══ SOURCE MATERIAL ══

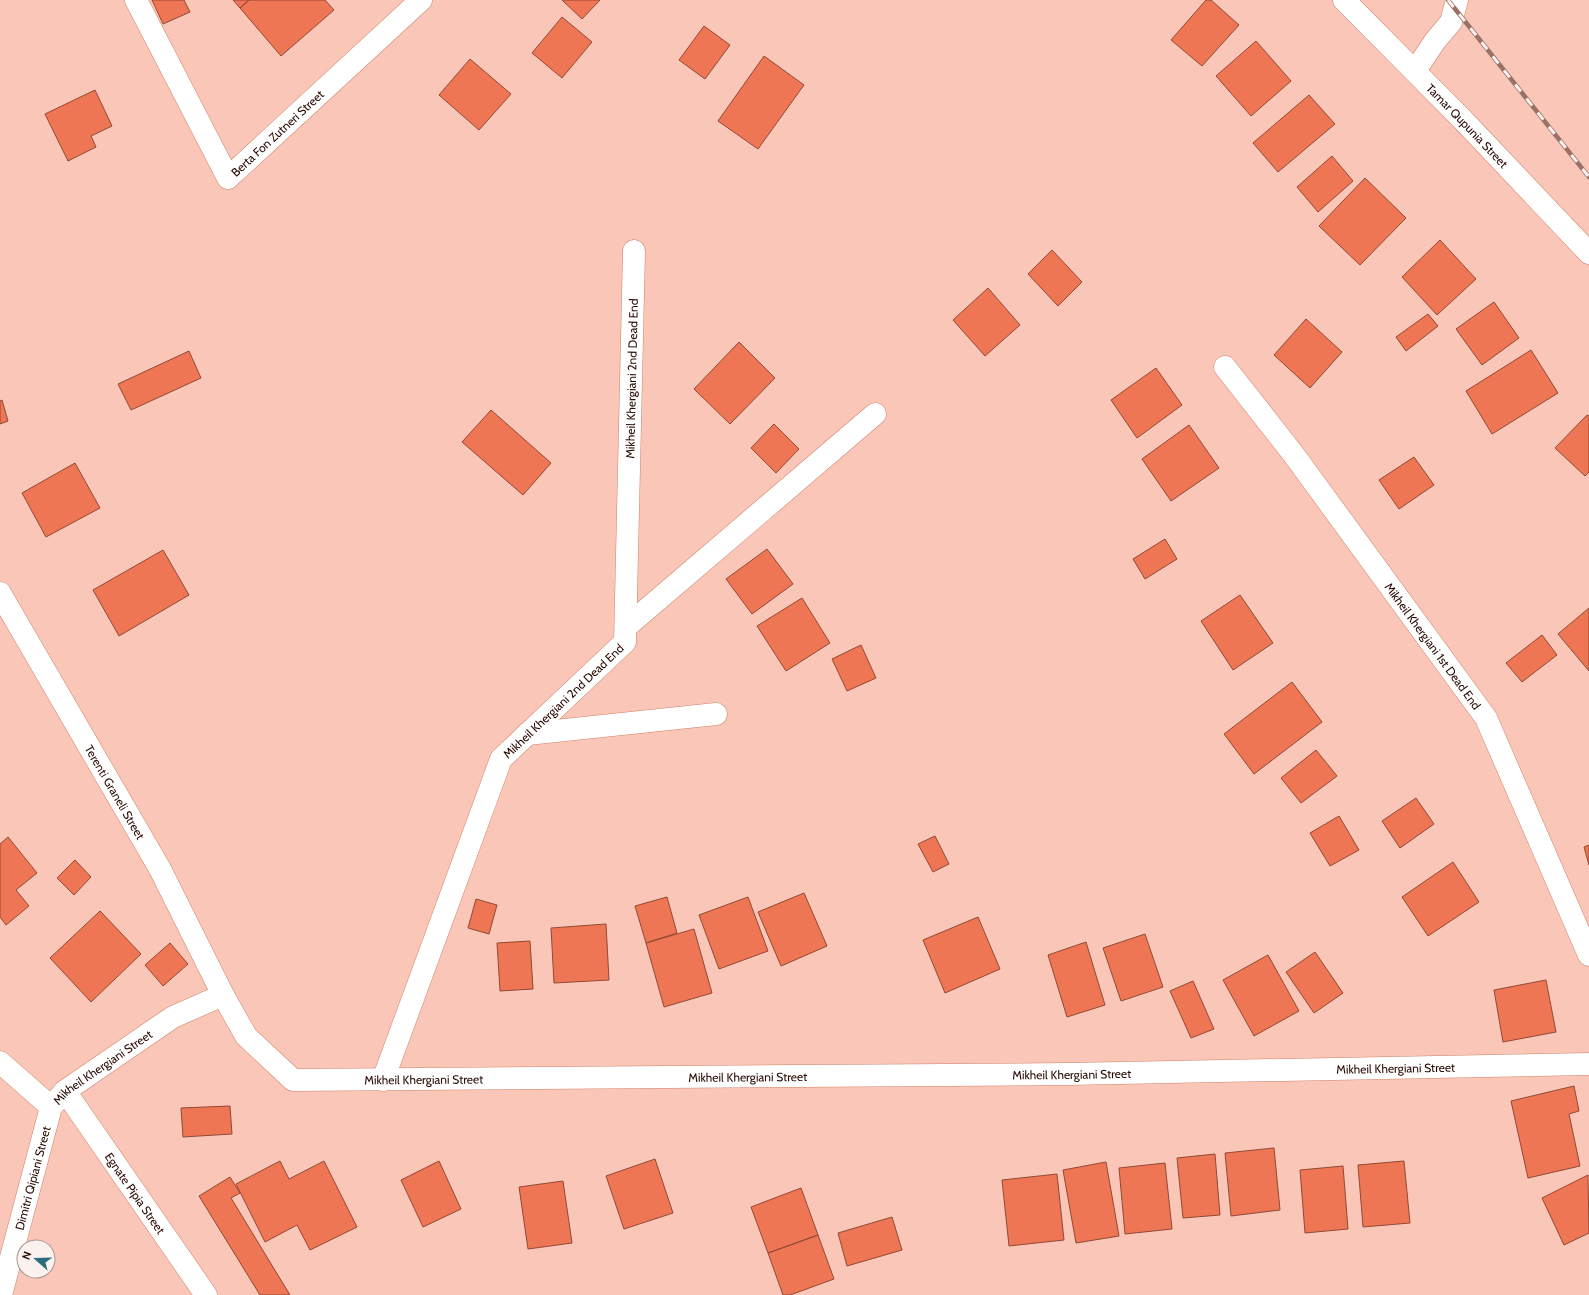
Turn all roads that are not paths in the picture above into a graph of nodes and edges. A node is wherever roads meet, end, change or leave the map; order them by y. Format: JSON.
{"nodes":[{"id":1,"x":136,"y":0,"type":"edge"},
{"id":2,"x":421,"y":0,"type":"edge"},
{"id":3,"x":1344,"y":0,"type":"edge"},
{"id":4,"x":1457,"y":0,"type":"edge"},
{"id":5,"x":1415,"y":72,"type":"junction"},
{"id":6,"x":634,"y":251,"type":"dead end"},
{"id":7,"x":1589,"y":253,"type":"edge"},
{"id":8,"x":1225,"y":367,"type":"dead end"},
{"id":9,"x":875,"y":414,"type":"dead end"},
{"id":10,"x":0,"y":593,"type":"edge"},
{"id":11,"x":626,"y":628,"type":"junction"},
{"id":12,"x":716,"y":714,"type":"dead end"},
{"id":13,"x":527,"y":734,"type":"junction"},
{"id":14,"x":1589,"y":955,"type":"edge"},
{"id":15,"x":223,"y":995,"type":"junction"},
{"id":16,"x":0,"y":1062,"type":"edge"},
{"id":17,"x":1589,"y":1064,"type":"edge"},
{"id":18,"x":383,"y":1080,"type":"junction"},
{"id":19,"x":58,"y":1099,"type":"junction"},
{"id":20,"x":1,"y":1295,"type":"edge"},
{"id":21,"x":206,"y":1295,"type":"edge"}],
"edges":[{"from":1,"to":2,"type":"street","name":"Berta Fon Zutneri Street"},
{"from":3,"to":5,"type":"street","name":"Tamar Qupunia Street"},
{"from":4,"to":5,"type":"street"},
{"from":5,"to":7,"type":"street","name":"Tamar Qupunia Street"},
{"from":6,"to":11,"type":"street","name":"Mikheil Khergiani 2nd Dead End"},
{"from":8,"to":14,"type":"street","name":"Mikheil Khergiani 1st Dead End"},
{"from":9,"to":11,"type":"street"},
{"from":10,"to":15,"type":"street","name":"Terenti Graneli Street"},
{"from":11,"to":13,"type":"street","name":"Mikheil Khergiani 2nd Dead End"},
{"from":12,"to":13,"type":"street"},
{"from":13,"to":18,"type":"street","name":"Mikheil Khergiani 2nd Dead End"},
{"from":15,"to":18,"type":"street","name":"Mikheil Khergiani Street"},
{"from":15,"to":19,"type":"street","name":"Mikheil Khergiani Street"},
{"from":16,"to":19,"type":"street","name":"Mikheil Khergiani Street"},
{"from":17,"to":18,"type":"street","name":"Mikheil Khergiani Street"},
{"from":19,"to":20,"type":"street","name":"Dimitri Qipiani Street"},
{"from":19,"to":21,"type":"street","name":"Egnate Pipia Street"}]}
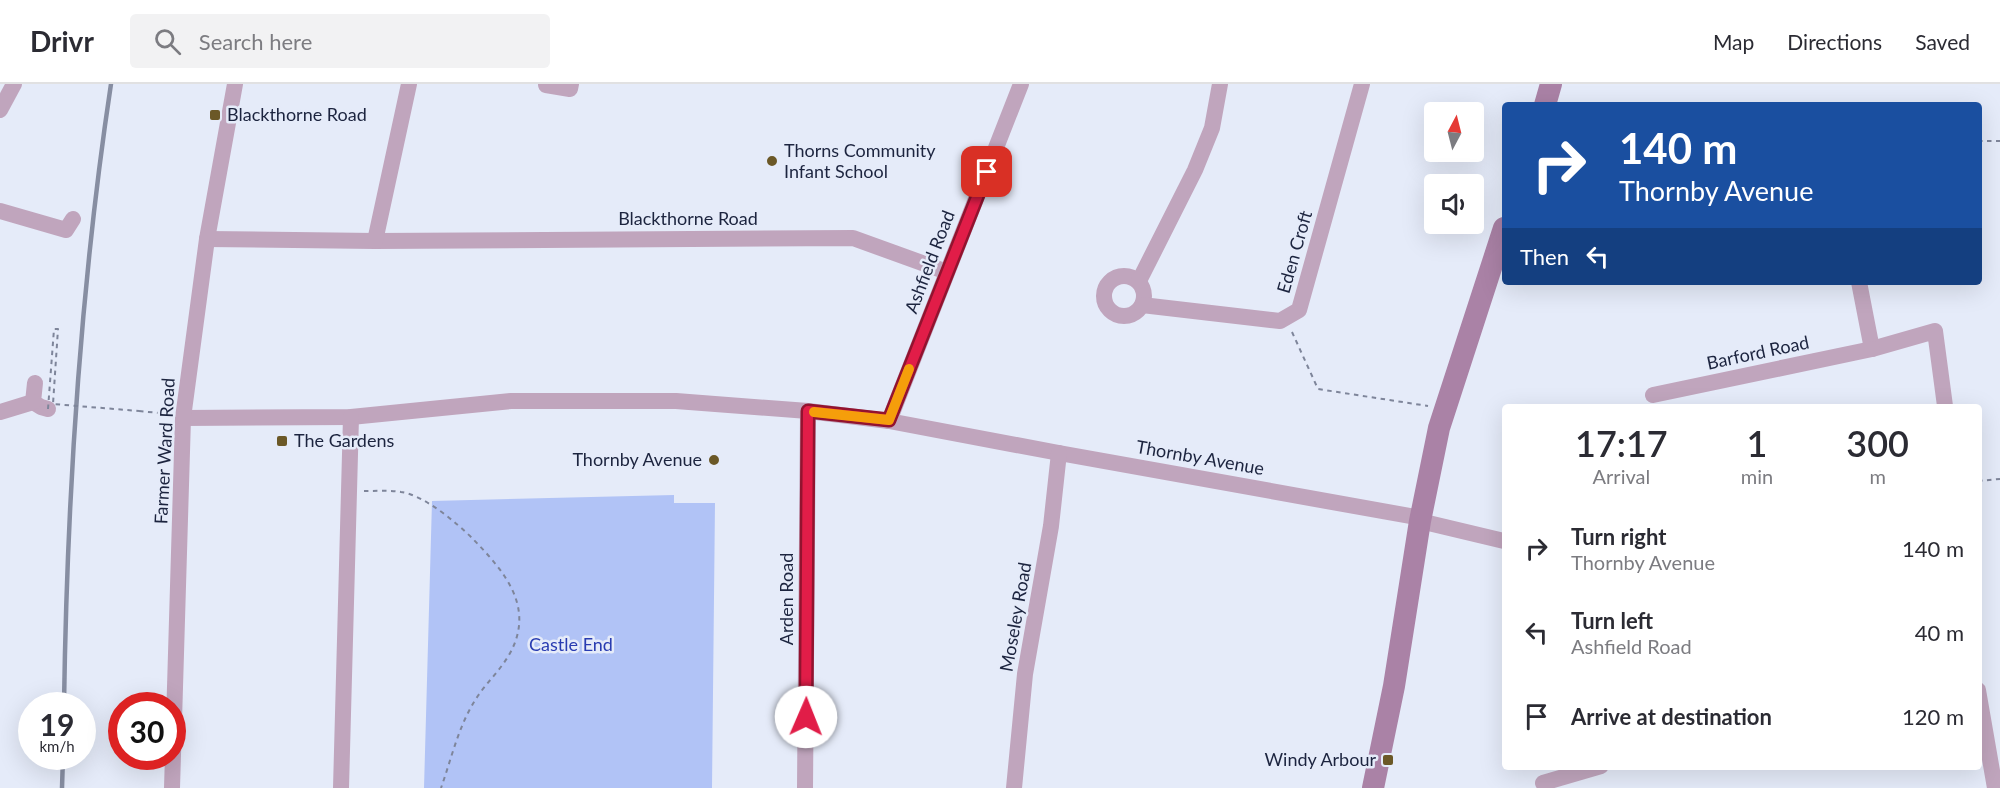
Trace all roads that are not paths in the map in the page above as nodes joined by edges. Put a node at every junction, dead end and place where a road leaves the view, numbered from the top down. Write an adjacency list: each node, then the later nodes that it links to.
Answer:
1 (14, 84): 11 (street)
2 (235, 84): 15 (street, Farmer Ward Road)
3 (409, 84): 16 (street)
4 (1022, 84): 17 (street, Ashfield Road)
5 (1220, 84): 18 (street)
6 (1362, 84): 20 (street, Eden Croft)
7 (1551, 84): 10 (street)
8 (546, 85): 9 (street)
9 (574, 88)
10 (1546, 102)
11 (0, 111)
12 (0, 211): 13 (street)
13 (73, 219)
14 (1502, 234): 33 (street)
15 (207, 239): 16 (street, Blackthorne Road); 30 (street, Farmer Ward Road)
16 (375, 241): 17 (street, Blackthorne Road)
17 (947, 272): 31 (street, Ashfield Road)
18 (1139, 281): 20 (street); 20 (street, Eden Croft)
19 (1860, 285): 21 (street)
20 (1143, 305)
21 (1872, 349): 23 (street, Barford Road); 25 (street, Barford Road)
22 (35, 383): 24 (street)
23 (1653, 395)
24 (33, 402): 26 (street); 28 (street)
25 (1944, 404)
26 (48, 409)
27 (808, 411): 29 (street, Thornby Avenue); 31 (street, Thornby Avenue); 40 (street, Arden Road)
28 (0, 412)
29 (351, 417): 30 (street, Thornby Avenue); 39 (street)
30 (183, 418): 38 (street, Farmer Ward Road)
31 (889, 420): 32 (street, Thornby Avenue)
32 (1059, 453): 33 (street, Thornby Avenue); 41 (street, Moseley Road)
33 (1421, 520): 34 (street, Thornby Avenue); 42 (street)
34 (1502, 540)
35 (1982, 713): 43 (street)
36 (1587, 770): 37 (street)
37 (1543, 783)
38 (172, 788)
39 (341, 788)
40 (805, 788)
41 (1014, 788)
42 (1373, 788)
43 (1995, 788)

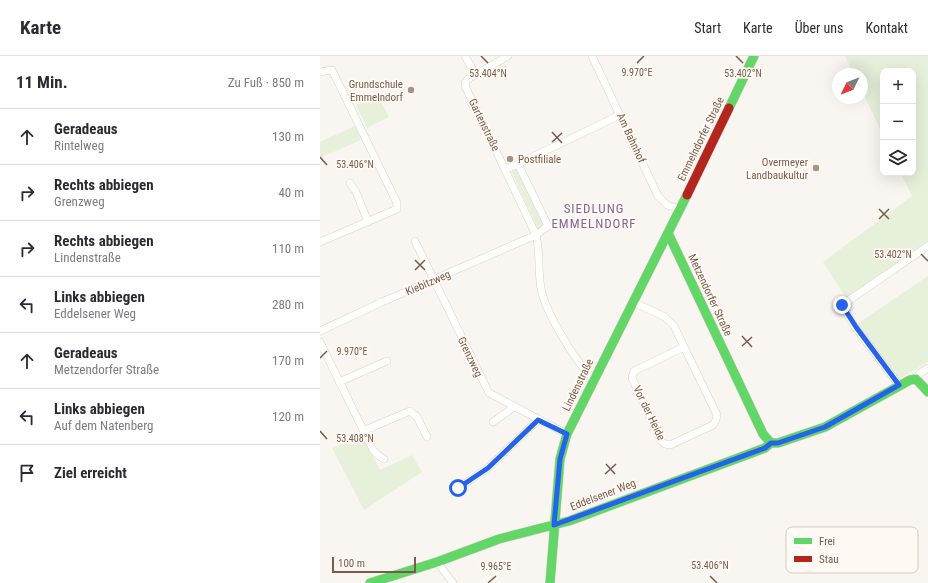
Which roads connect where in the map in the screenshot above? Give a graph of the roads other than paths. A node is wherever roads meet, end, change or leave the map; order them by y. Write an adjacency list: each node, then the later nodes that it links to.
1 (465, 56): 6 (street)
2 (508, 56): 6 (street)
3 (592, 56): 7 (street, Am Bahnhof)
4 (754, 56): 11 (street, Emmelndorfer Straße)
5 (320, 72): 12 (street)
6 (475, 74): 9 (street, Gartenstraße)
7 (620, 115): 8 (street); 11 (street, Am Bahnhof)
8 (518, 164): 9 (street); 14 (street)
9 (505, 170): 14 (street, Gartenstraße)
10 (350, 183): 12 (street)
11 (680, 209): 13 (street, Emmelndorfer Straße)
12 (368, 222): 16 (street)
13 (668, 233): 19 (street, Lindenstraße); 36 (street, Metzendorfer Straße)
14 (536, 235): 18 (street, Kiebitzweg); 26 (street, Gartenstraße)
15 (415, 241): 18 (street, Grenzweg)
16 (320, 242)
17 (928, 246): 28 (street)
18 (433, 281): 20 (street, Kiebitzweg); 30 (street, Grenzweg)
19 (633, 302): 22 (street, Vor der Heide); 26 (street, Lindenstraße)
20 (321, 327)
21 (320, 342): 27 (street)
22 (684, 347): 22 (street, Vor der Heide)
23 (387, 361): 27 (street)
24 (928, 368): 25 (street)
25 (916, 379): 28 (street); 29 (street)
26 (595, 380): 34 (street, Lindenstraße)
27 (339, 382): 33 (street)
28 (899, 385): 36 (street)
29 (928, 392)
30 (514, 407): 31 (street, Grenzweg); 32 (street)
31 (538, 420): 34 (street, Grenzweg); 38 (street)
32 (493, 422)
33 (363, 431): 35 (street); 37 (street)
34 (567, 434): 39 (street, Lindenstraße)
35 (427, 437)
36 (771, 443): 39 (street, Eddelsener Weg)
37 (384, 459)
38 (458, 488)
39 (554, 525): 40 (street, Eddelsener Weg); 43 (street, Lindenstraße)
40 (437, 562): 41 (street, Eddelsener Weg); 42 (street)
41 (370, 583)
42 (453, 583)
43 (550, 583)

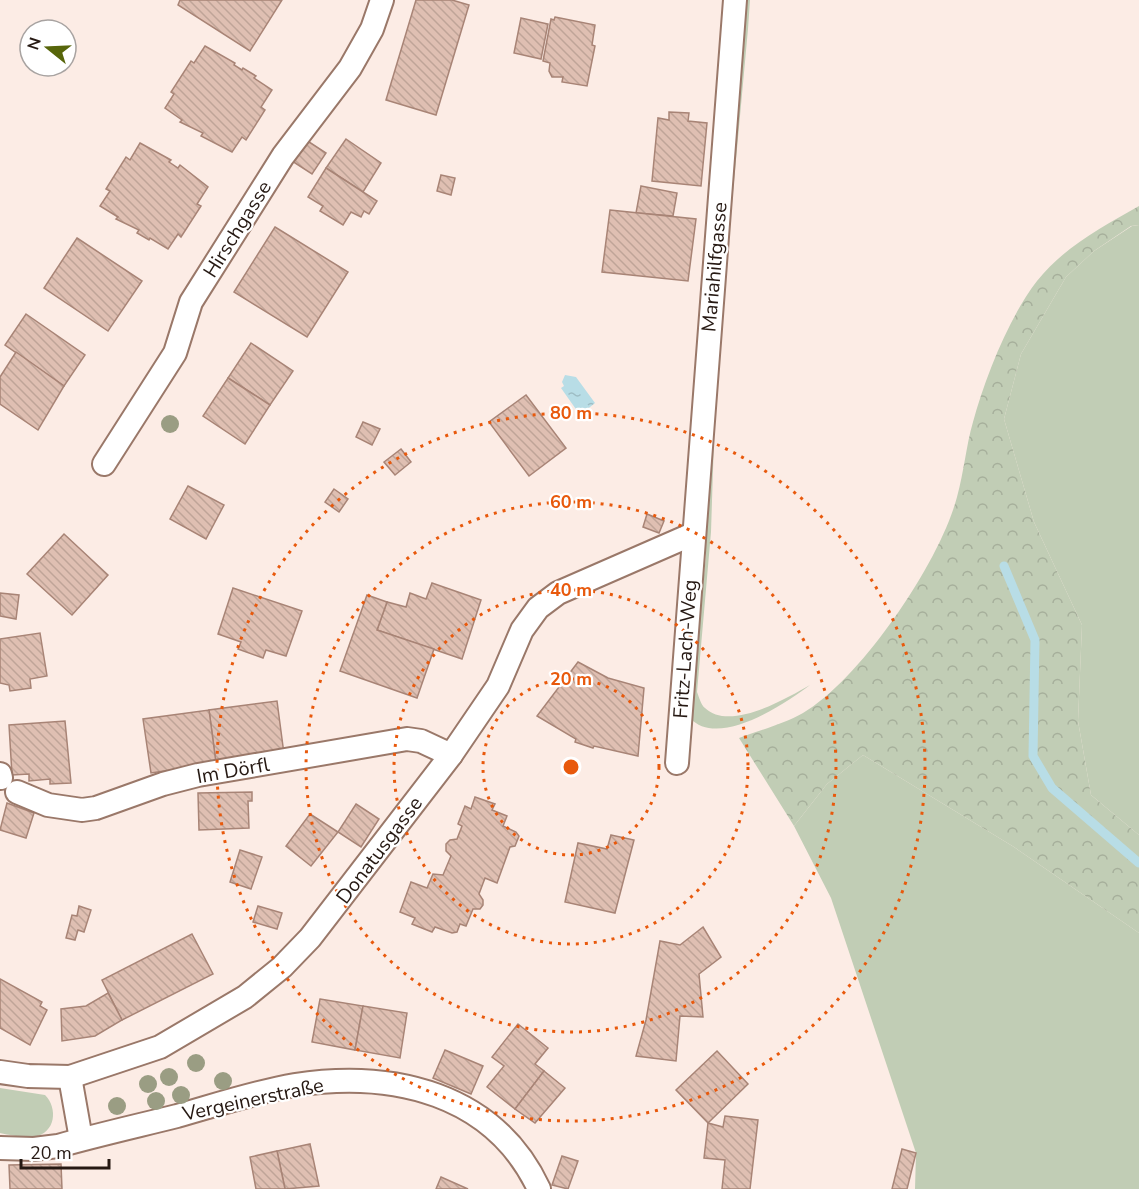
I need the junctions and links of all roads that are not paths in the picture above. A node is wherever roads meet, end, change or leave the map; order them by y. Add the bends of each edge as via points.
1 (382, 0) edge
2 (735, 0) edge
3 (104, 464) dead end
4 (693, 534) junction
5 (451, 755) junction
6 (677, 764) dead end
7 (6, 781) edge
8 (0, 1072) edge
9 (70, 1077) junction
10 (81, 1139) junction
11 (0, 1148) edge
12 (539, 1189) edge

1 - 3 street, Hirschgasse via 372,29 350,68 283,156 191,302 175,353
2 - 4 street, Mariahilfgasse
4 - 5 street, Donatusgasse via 558,592 538,608 522,630 498,686
4 - 6 street, Fritz-Lach-Weg
5 - 7 street, Im Dörfl via 407,739 198,775 82,810 48,805
5 - 9 street, Donatusgasse via 325,920 282,967 245,997 160,1047
8 - 9 street, Donatusgasse
9 - 10 street
10 - 11 street, Vergeinerstraße via 34,1149
10 - 12 street, Vergeinerstraße via 295,1085 335,1081 388,1084 432,1093 471,1110 502,1133 529,1168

═══

[TASK BRIEF]:
A line qualifies when it holds the word "Eddelsener"; report all qualifying lines from the records above.

[EXERCISE SOLUTION]:
36 (771, 443): 39 (street, Eddelsener Weg)
39 (554, 525): 40 (street, Eddelsener Weg); 43 (street, Lindenstraße)
40 (437, 562): 41 (street, Eddelsener Weg); 42 (street)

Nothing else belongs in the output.